Move to America? Mohan was suggesting it as if he were proposing buying a new tie. This was a side of him she didn’t know. Did he have a clue how complicated such a move would be? Smita thought of her friends back home. What would they say? Would they be aghast at his presumptuousness?
“I thought you loved your job,” she said.
“I do.”
“Then why would you give it up?”
“Because I love you more.”
“Come on, Mohan. You have no idea what a bitch I am.” She forced a laugh, trying desperately to lighten the mood. But despite herself, Smita was moved. “Because I love you more”—would any of her previous boyfriends have been willing to give up their careers for her? Of course not. A month before, she would have been contemptuous of any man who said such a thing—would have considered him needy and pathetic. Now, she was touched. Somehow, India had worked its spell on her, had made her vulnerable to such sentimentality. When she returned to New York, she wouldn’t be the same person she’d been when she’d left.

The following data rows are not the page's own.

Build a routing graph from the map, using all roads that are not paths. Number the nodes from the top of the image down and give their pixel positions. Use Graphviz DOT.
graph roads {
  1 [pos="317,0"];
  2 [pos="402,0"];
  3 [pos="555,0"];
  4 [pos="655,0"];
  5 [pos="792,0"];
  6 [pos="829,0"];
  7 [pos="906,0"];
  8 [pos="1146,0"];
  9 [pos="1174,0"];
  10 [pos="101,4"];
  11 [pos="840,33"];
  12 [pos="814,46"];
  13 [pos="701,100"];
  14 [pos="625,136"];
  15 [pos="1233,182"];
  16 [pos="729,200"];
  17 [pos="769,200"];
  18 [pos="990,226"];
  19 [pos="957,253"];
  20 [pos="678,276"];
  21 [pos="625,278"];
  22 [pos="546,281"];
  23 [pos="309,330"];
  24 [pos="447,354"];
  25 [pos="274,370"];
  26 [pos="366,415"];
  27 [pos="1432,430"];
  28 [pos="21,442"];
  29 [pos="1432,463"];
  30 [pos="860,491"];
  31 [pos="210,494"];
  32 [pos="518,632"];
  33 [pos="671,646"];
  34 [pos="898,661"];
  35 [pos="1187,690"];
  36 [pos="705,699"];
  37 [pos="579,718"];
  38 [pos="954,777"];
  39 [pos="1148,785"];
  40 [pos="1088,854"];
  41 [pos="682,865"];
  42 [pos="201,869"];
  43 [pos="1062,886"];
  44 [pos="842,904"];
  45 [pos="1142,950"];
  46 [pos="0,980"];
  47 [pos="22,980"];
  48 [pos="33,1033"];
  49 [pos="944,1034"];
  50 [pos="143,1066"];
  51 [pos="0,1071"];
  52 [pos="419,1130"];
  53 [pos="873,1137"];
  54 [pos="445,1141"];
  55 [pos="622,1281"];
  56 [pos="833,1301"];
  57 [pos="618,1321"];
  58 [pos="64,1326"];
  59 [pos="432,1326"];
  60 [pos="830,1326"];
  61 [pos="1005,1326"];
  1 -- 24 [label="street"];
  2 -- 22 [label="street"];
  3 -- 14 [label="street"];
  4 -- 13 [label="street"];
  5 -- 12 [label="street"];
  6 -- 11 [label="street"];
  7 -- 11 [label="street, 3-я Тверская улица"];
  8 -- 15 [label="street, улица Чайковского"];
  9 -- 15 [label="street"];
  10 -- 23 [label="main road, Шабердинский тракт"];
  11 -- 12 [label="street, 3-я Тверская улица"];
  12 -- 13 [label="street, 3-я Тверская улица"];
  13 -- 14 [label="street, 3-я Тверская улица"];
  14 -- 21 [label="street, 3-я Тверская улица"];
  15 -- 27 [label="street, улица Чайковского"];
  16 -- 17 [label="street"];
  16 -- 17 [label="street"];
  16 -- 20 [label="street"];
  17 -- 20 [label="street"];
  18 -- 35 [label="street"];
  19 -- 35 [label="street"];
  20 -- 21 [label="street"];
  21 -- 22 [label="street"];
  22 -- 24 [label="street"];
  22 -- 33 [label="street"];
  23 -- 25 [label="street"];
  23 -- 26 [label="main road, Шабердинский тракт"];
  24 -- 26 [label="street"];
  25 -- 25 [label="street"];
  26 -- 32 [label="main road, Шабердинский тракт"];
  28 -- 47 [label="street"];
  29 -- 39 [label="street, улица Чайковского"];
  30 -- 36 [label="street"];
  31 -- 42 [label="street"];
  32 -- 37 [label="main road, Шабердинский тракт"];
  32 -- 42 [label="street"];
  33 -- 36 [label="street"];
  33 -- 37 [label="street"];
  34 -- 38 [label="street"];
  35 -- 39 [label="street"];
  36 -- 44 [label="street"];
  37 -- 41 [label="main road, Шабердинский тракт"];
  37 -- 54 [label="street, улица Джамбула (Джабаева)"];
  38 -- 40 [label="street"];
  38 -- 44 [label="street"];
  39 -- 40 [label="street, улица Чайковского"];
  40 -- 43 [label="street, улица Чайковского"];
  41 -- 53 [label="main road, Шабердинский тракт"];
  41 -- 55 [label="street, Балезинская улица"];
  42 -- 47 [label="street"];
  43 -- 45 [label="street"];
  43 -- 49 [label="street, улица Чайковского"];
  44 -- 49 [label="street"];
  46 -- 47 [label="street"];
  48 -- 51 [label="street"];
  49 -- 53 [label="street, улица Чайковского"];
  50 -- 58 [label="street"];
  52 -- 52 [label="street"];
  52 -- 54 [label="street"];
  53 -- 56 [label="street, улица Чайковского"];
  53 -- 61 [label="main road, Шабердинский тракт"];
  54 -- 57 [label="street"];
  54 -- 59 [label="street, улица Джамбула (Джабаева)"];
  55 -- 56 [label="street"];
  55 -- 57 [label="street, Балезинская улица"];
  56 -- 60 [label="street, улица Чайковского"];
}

She studied Mohan’s face, suddenly so dear to her. “In any case, where would I stay?” she said. “I can’t afford to stay at the Taj indefinitely.”
“You could stay in my room.”
“At Zarine Auntie’s apartment? She wouldn’t care?”
“I don’t think so,” Mohan said. “And if she minds, I can always buy a small flat.”
“For six months or so?” Smita said incredulously. “Until we decide what happens with Abru?”
“Those are all just details, yaar.”
There she was, sitting in a posh bungalow, beside a man who was spreading out a banquet of options for her. Smita thought suddenly of Meena’s life, its parsimoniousness, the lack of choice. What had she ever done to deserve such good fortune?
“Don’t,” Mohan said. “It will only make you sad.”
“What are you, a mind reader?”
“Yes,” he said. “But that’s only because you have the most delightfully transparent face.”
Smita shook her head, bemused. “We have both lost our fucking minds. You realize how crazy this whole conversation sounds, right? We barely know each other.”
“How long did your papa and mummy know each other before they eloped?”
“That was different. The wrote letters back and forth for a long time.”
“So, I will write you a letter. Every day.”
“Very funny. They also didn’t have visas and passports and shit to deal with.”
“So? They had other difficulties, na?”
Smita closed her eyes, beginning to get irritated by his persistence. “Mohan, please let’s drop the subject. I care about you, but this is making me uncomfortable.”